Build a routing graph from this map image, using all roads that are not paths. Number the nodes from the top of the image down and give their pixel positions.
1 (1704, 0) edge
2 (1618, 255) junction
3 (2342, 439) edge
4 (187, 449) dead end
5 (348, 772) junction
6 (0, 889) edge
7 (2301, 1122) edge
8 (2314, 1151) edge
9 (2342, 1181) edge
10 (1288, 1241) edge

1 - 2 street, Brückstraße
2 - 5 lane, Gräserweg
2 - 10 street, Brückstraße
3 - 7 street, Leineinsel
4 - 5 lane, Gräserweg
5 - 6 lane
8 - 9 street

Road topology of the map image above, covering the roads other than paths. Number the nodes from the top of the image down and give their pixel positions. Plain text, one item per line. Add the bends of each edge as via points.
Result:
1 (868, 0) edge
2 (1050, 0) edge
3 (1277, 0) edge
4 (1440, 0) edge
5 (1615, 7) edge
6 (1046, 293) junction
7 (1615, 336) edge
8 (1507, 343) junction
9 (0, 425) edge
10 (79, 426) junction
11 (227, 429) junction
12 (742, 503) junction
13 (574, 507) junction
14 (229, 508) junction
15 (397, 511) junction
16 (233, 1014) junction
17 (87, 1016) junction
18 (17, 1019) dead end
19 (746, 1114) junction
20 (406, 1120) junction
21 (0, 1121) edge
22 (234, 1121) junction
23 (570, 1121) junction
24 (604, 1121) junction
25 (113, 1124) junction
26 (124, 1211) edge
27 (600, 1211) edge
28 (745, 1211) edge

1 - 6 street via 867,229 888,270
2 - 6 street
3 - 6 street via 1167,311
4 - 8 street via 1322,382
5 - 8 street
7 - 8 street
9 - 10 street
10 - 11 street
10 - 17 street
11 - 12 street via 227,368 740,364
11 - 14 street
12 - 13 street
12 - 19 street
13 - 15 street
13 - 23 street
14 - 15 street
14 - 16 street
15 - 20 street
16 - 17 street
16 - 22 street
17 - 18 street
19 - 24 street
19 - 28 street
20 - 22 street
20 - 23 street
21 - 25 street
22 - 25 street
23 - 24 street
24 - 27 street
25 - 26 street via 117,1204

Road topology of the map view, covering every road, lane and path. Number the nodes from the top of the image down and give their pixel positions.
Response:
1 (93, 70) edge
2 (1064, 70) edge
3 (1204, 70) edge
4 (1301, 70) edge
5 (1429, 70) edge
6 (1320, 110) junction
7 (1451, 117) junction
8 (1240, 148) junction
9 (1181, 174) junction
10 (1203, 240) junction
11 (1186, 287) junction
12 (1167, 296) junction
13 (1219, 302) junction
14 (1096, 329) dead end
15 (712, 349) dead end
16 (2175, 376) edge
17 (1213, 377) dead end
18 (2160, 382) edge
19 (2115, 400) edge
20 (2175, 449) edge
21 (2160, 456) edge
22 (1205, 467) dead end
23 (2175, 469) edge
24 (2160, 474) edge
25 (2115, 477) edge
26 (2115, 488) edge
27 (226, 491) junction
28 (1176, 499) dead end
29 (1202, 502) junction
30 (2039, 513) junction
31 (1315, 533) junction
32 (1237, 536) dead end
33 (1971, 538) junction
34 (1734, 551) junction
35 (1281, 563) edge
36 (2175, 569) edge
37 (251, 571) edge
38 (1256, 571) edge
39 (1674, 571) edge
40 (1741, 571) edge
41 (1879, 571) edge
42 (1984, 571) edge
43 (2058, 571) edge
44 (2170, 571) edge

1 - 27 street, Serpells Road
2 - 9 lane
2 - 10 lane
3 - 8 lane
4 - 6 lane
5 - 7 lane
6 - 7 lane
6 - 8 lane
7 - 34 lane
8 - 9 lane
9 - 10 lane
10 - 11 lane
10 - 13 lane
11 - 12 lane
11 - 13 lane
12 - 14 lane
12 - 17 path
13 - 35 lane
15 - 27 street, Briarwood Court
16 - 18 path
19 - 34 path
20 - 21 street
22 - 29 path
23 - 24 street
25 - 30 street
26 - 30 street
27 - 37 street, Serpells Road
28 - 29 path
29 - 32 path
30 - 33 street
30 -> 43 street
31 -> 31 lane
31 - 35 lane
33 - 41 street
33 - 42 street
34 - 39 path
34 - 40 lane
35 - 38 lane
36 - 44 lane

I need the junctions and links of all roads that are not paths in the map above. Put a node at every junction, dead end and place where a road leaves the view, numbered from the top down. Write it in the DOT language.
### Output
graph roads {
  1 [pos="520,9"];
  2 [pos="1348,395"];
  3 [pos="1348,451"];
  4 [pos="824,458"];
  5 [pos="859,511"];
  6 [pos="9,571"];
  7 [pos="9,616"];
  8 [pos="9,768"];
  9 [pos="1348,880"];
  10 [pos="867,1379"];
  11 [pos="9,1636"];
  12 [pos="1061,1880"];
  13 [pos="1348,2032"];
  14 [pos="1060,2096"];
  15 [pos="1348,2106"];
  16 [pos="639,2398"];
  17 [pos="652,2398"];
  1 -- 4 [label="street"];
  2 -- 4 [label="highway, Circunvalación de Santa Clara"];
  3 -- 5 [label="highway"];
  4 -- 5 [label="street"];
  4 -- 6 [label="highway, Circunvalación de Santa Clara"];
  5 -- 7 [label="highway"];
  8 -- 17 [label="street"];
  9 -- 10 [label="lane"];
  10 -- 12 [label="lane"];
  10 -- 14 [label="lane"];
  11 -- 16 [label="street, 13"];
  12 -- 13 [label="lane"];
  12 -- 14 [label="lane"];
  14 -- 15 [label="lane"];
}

• WHAT IS EXPECTED: From the entries, report each line that includes the word "Clara".

• ANSWER SECTION:
  2 -- 4 [label="highway, Circunvalación de Santa Clara"];
  4 -- 6 [label="highway, Circunvalación de Santa Clara"];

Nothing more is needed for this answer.